The city of Fort Ripley is located within Fort Ripley Township geographically, but is a separate entity.

==Demographics==
As of the census of 2000, there were 600 people, 240 households, and 177 families residing in the township. The population density was 27.1 PD/sqmi. There were 374 housing units at an average density of 16.9 /sqmi. The racial makeup of the township was 99.00% White, 0.17% Native American, 0.17% Asian, and 0.67% from two or more races.

There were 240 households, out of which 30.0% had children under the age of 18 living with them, 66.3% were married couples living together, 2.9% had a female householder with no husband present, and 26.3% were non-families. 23.8% of all households were made up of individuals, and 10.4% had someone living alone who was 65 years of age or older. The average household size was 2.50 and the average family size was 2.93.

In the township the population was spread out, with 22.2% under the age of 18, 7.0% from 18 to 24, 26.3% from 25 to 44, 25.3% from 45 to 64, and 19.2% who were 65 years of age or older. The median age was 41 years. For every 100 females, there were 104.8 males. For every 100 females age 18 and over, there were 105.7 males.

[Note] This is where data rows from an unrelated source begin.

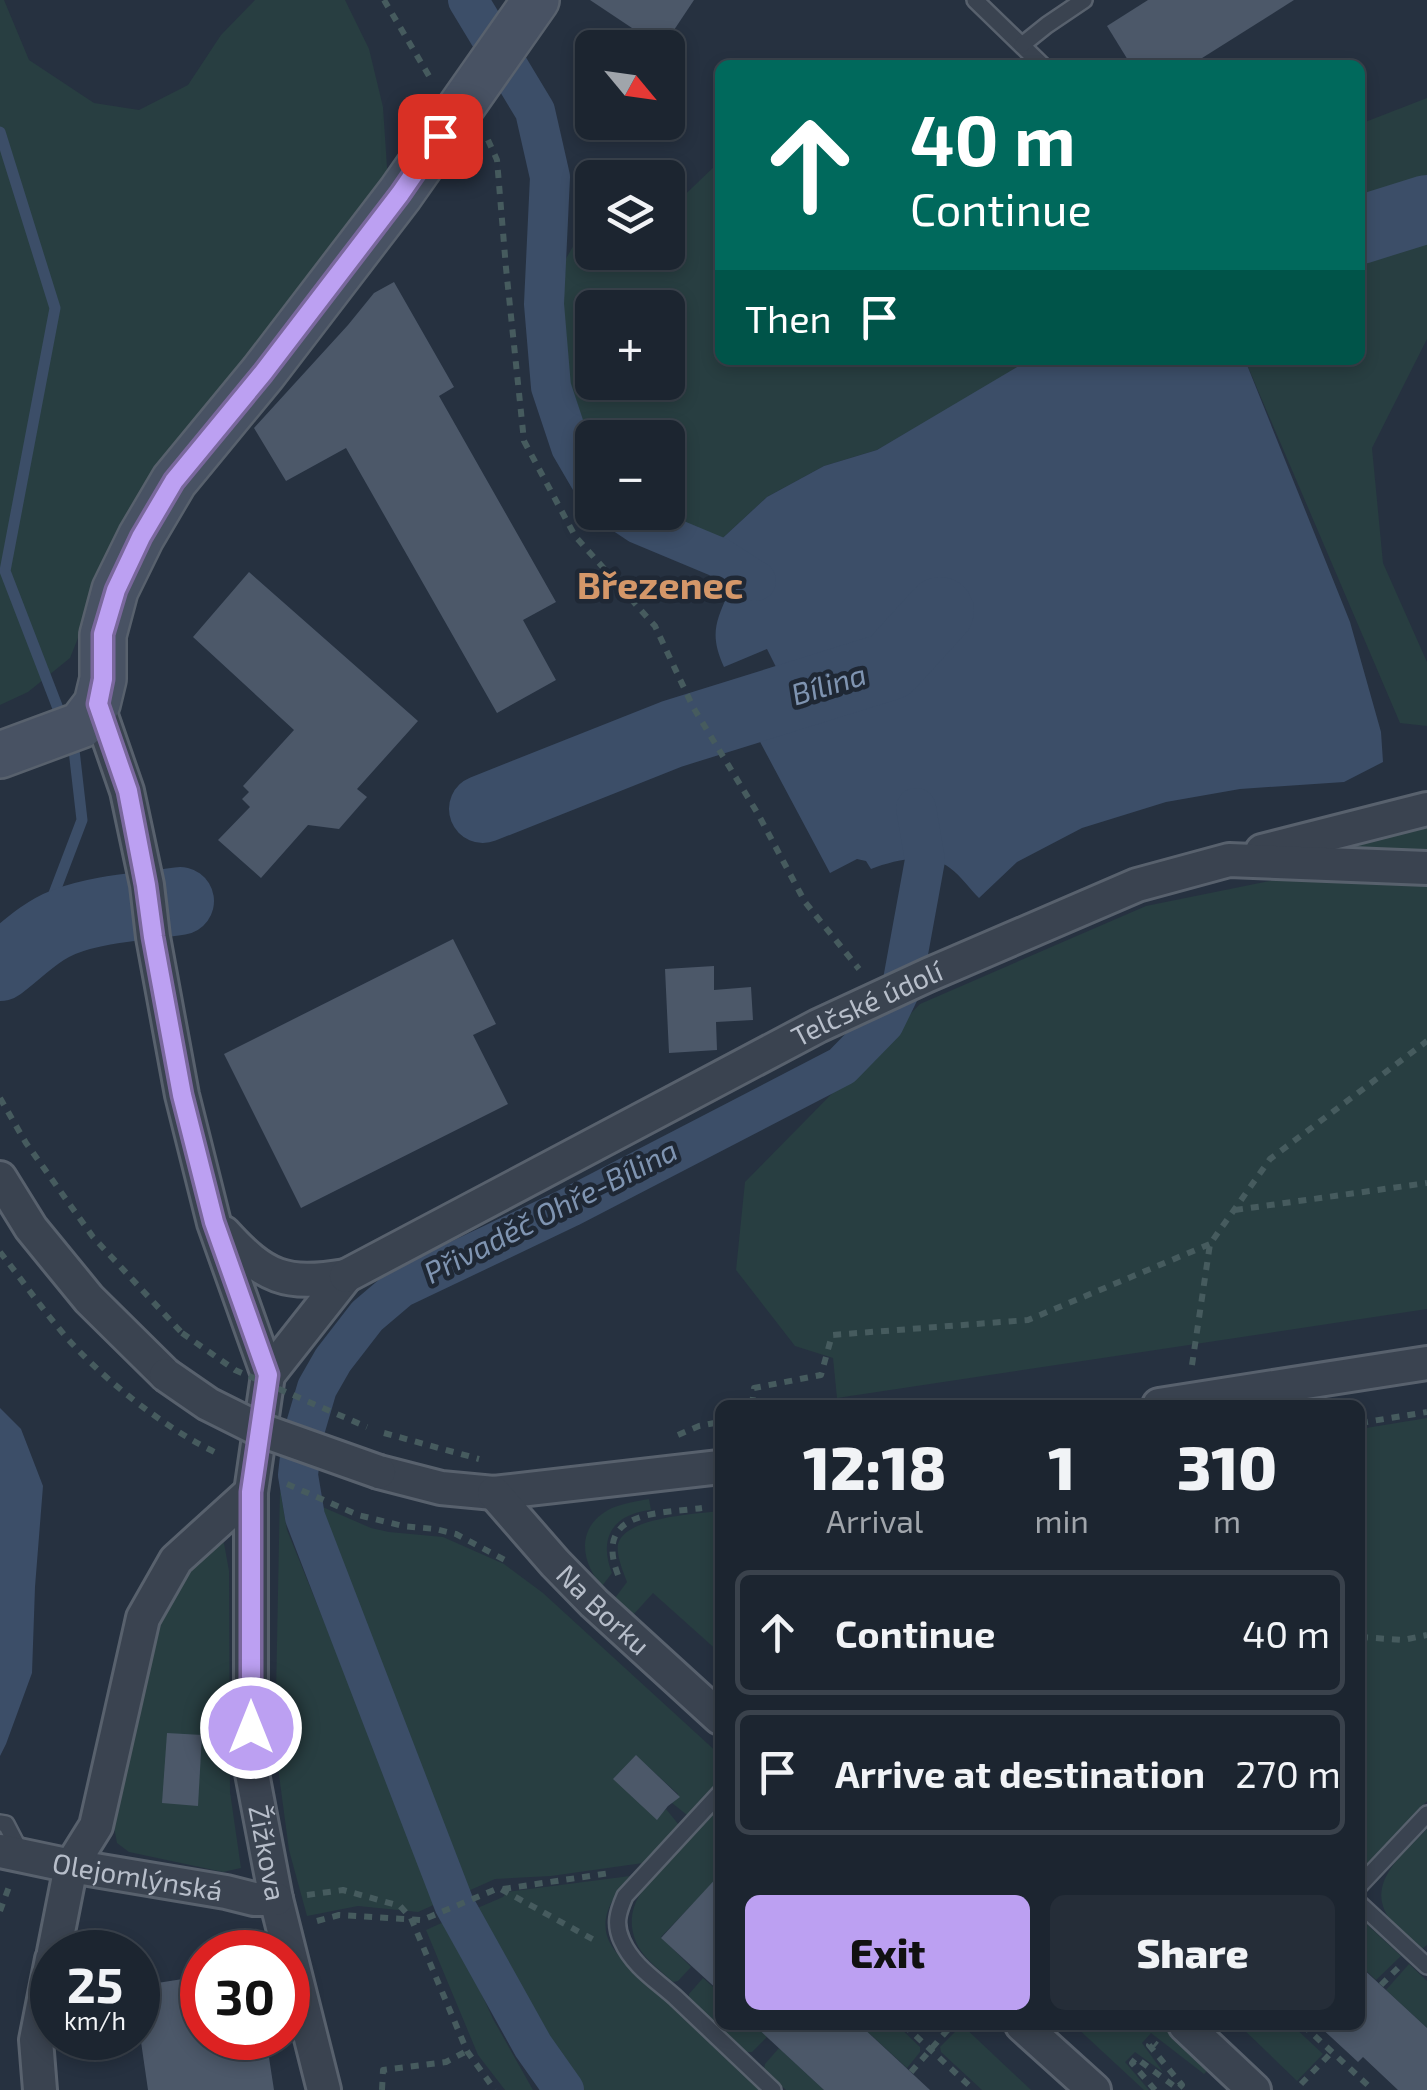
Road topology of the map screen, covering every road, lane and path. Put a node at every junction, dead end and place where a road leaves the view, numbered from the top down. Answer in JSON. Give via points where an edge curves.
{"nodes":[{"id":1,"x":384,"y":0,"type":"edge"},
{"id":2,"x":975,"y":0,"type":"edge"},
{"id":3,"x":1084,"y":0,"type":"edge"},
{"id":4,"x":530,"y":10,"type":"edge"},
{"id":5,"x":1022,"y":45,"type":"junction"},
{"id":6,"x":1037,"y":60,"type":"edge"},
{"id":7,"x":464,"y":102,"type":"junction"},
{"id":8,"x":77,"y":721,"type":"junction"},
{"id":9,"x":0,"y":755,"type":"edge"},
{"id":10,"x":1427,"y":808,"type":"edge"},
{"id":11,"x":1229,"y":860,"type":"junction"},
{"id":12,"x":1427,"y":868,"type":"edge"},
{"id":13,"x":858,"y":1006,"type":"junction"},
{"id":14,"x":1427,"y":1041,"type":"edge"},
{"id":15,"x":0,"y":1098,"type":"edge"},
{"id":16,"x":0,"y":1178,"type":"edge"},
{"id":17,"x":1427,"y":1183,"type":"edge"},
{"id":18,"x":1234,"y":1210,"type":"junction"},
{"id":19,"x":214,"y":1222,"type":"junction"},
{"id":20,"x":1210,"y":1244,"type":"junction"},
{"id":21,"x":346,"y":1276,"type":"junction"},
{"id":22,"x":1427,"y":1363,"type":"edge"},
{"id":23,"x":268,"y":1375,"type":"junction"},
{"id":24,"x":753,"y":1400,"type":"edge"},
{"id":25,"x":1174,"y":1400,"type":"edge"},
{"id":26,"x":1192,"y":1400,"type":"edge"},
{"id":27,"x":1427,"y":1412,"type":"edge"},
{"id":28,"x":1365,"y":1422,"type":"edge"},
{"id":29,"x":479,"y":1459,"type":"dead end"},
{"id":30,"x":715,"y":1468,"type":"edge"},
{"id":31,"x":251,"y":1492,"type":"junction"},
{"id":32,"x":494,"y":1493,"type":"junction"},
{"id":33,"x":1427,"y":1635,"type":"edge"},
{"id":34,"x":1365,"y":1637,"type":"edge"},
{"id":35,"x":715,"y":1713,"type":"edge"},
{"id":36,"x":715,"y":1798,"type":"edge"},
{"id":37,"x":1427,"y":1814,"type":"edge"},
{"id":38,"x":0,"y":1823,"type":"edge"},
{"id":39,"x":11,"y":1853,"type":"edge"},
{"id":40,"x":72,"y":1866,"type":"junction"},
{"id":41,"x":652,"y":1866,"type":"junction"},
{"id":42,"x":1365,"y":1880,"type":"edge"},
{"id":43,"x":500,"y":1889,"type":"junction"},
{"id":44,"x":276,"y":1900,"type":"junction"},
{"id":45,"x":1365,"y":1909,"type":"edge"},
{"id":46,"x":411,"y":1918,"type":"junction"},
{"id":47,"x":321,"y":1920,"type":"dead end"},
{"id":48,"x":58,"y":1930,"type":"edge"},
{"id":49,"x":634,"y":1962,"type":"junction"},
{"id":50,"x":1427,"y":1966,"type":"edge"},
{"id":51,"x":909,"y":2030,"type":"edge"},
{"id":52,"x":947,"y":2030,"type":"edge"},
{"id":53,"x":1028,"y":2030,"type":"edge"},
{"id":54,"x":1190,"y":2030,"type":"edge"},
{"id":55,"x":1308,"y":2030,"type":"edge"},
{"id":56,"x":1336,"y":2042,"type":"dead end"},
{"id":57,"x":930,"y":2049,"type":"junction"},
{"id":58,"x":1330,"y":2050,"type":"junction"},
{"id":59,"x":467,"y":2051,"type":"junction"},
{"id":60,"x":38,"y":2060,"type":"edge"},
{"id":61,"x":910,"y":2072,"type":"dead end"},
{"id":62,"x":1301,"y":2084,"type":"dead end"},
{"id":63,"x":40,"y":2090,"type":"edge"},
{"id":64,"x":324,"y":2090,"type":"edge"},
{"id":65,"x":382,"y":2090,"type":"edge"},
{"id":66,"x":495,"y":2090,"type":"edge"},
{"id":67,"x":772,"y":2090,"type":"edge"},
{"id":68,"x":974,"y":2090,"type":"edge"},
{"id":69,"x":1094,"y":2090,"type":"edge"},
{"id":70,"x":1254,"y":2090,"type":"edge"},
{"id":71,"x":1373,"y":2090,"type":"edge"}],
"edges":[{"from":1,"to":7,"type":"path","via":[[428,78]]},
{"from":2,"to":5,"type":"lane"},
{"from":3,"to":5,"type":"lane"},
{"from":4,"to":7,"type":"street"},
{"from":5,"to":6,"type":"lane"},
{"from":7,"to":8,"type":"street","via":[[263,373],[174,481],[116,590],[103,634],[103,679]]},
{"from":7,"to":13,"type":"path","via":[[497,160],[524,442],[575,536],[655,626],[805,902],[862,974]]},
{"from":8,"to":9,"type":"street"},
{"from":8,"to":19,"type":"street","via":[[128,791],[182,1095]]},
{"from":10,"to":11,"type":"street"},
{"from":11,"to":12,"type":"street","name":"Telčské údolí"},
{"from":11,"to":13,"type":"street","name":"Telčské údolí","via":[[1137,885]]},
{"from":13,"to":21,"type":"street","name":"Telčské údolí"},
{"from":14,"to":18,"type":"path","via":[[1270,1159]]},
{"from":15,"to":29,"type":"path","bridge":true,"via":[[93,1238],[182,1333],[235,1370],[377,1432]]},
{"from":16,"to":32,"type":"street","bridge":true,"via":[[90,1299],[166,1374],[208,1404],[379,1472]]},
{"from":17,"to":18,"type":"path"},
{"from":18,"to":20,"type":"path"},
{"from":19,"to":21,"type":"street","via":[[249,1261],[276,1276],[312,1282]]},
{"from":19,"to":23,"type":"street"},
{"from":20,"to":24,"type":"path","via":[[1028,1320],[832,1336],[821,1375],[754,1388]]},
{"from":20,"to":25,"type":"path"},
{"from":21,"to":23,"type":"street"},
{"from":22,"to":26,"type":"street"},
{"from":23,"to":31,"type":"street","name":"Žižkova"},
{"from":27,"to":28,"type":"path"},
{"from":30,"to":32,"type":"street"},
{"from":31,"to":40,"type":"street","via":[[176,1560],[143,1618],[96,1826]]},
{"from":31,"to":44,"type":"street","name":"Žižkova","via":[[251,1768]]},
{"from":32,"to":35,"type":"street","name":"Na Borku","via":[[594,1603]]},
{"from":33,"to":34,"type":"path"},
{"from":36,"to":41,"type":"lane"},
{"from":37,"to":42,"type":"lane"},
{"from":38,"to":39,"type":"lane","via":[[6,1824]]},
{"from":39,"to":40,"type":"street","name":"Olejomlýnská"},
{"from":40,"to":44,"type":"street","name":"Olejomlýnská"},
{"from":40,"to":48,"type":"street"},
{"from":41,"to":43,"type":"path"},
{"from":41,"to":49,"type":"lane","via":[[625,1896],[617,1920]]},
{"from":43,"to":46,"type":"path","via":[[422,1920]]},
{"from":43,"to":49,"type":"path"},
{"from":44,"to":46,"type":"path","via":[[343,1890],[400,1906]]},
{"from":44,"to":64,"type":"street","name":"Žižkova"},
{"from":45,"to":50,"type":"lane"},
{"from":46,"to":47,"type":"path"},
{"from":46,"to":59,"type":"path"},
{"from":49,"to":67,"type":"lane"},
{"from":51,"to":57,"type":"path"},
{"from":52,"to":57,"type":"path"},
{"from":53,"to":69,"type":"street"},
{"from":54,"to":70,"type":"street"},
{"from":55,"to":58,"type":"path"},
{"from":56,"to":58,"type":"path"},
{"from":57,"to":61,"type":"path"},
{"from":57,"to":68,"type":"path"},
{"from":58,"to":62,"type":"path"},
{"from":58,"to":71,"type":"path"},
{"from":59,"to":65,"type":"path","via":[[446,2062],[382,2070]]},
{"from":59,"to":66,"type":"path"},
{"from":60,"to":63,"type":"street"}]}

The median income for a household in the township was $35,500, and the median income for a family was $42,125. Males had a median income of $31,719 versus $26,094 for females. The per capita income for the township was $16,076. About 4.3% of families and 6.1% of the population were below the poverty line, including 9.0% of those under age 18 and 1.8% of those age 65 or over.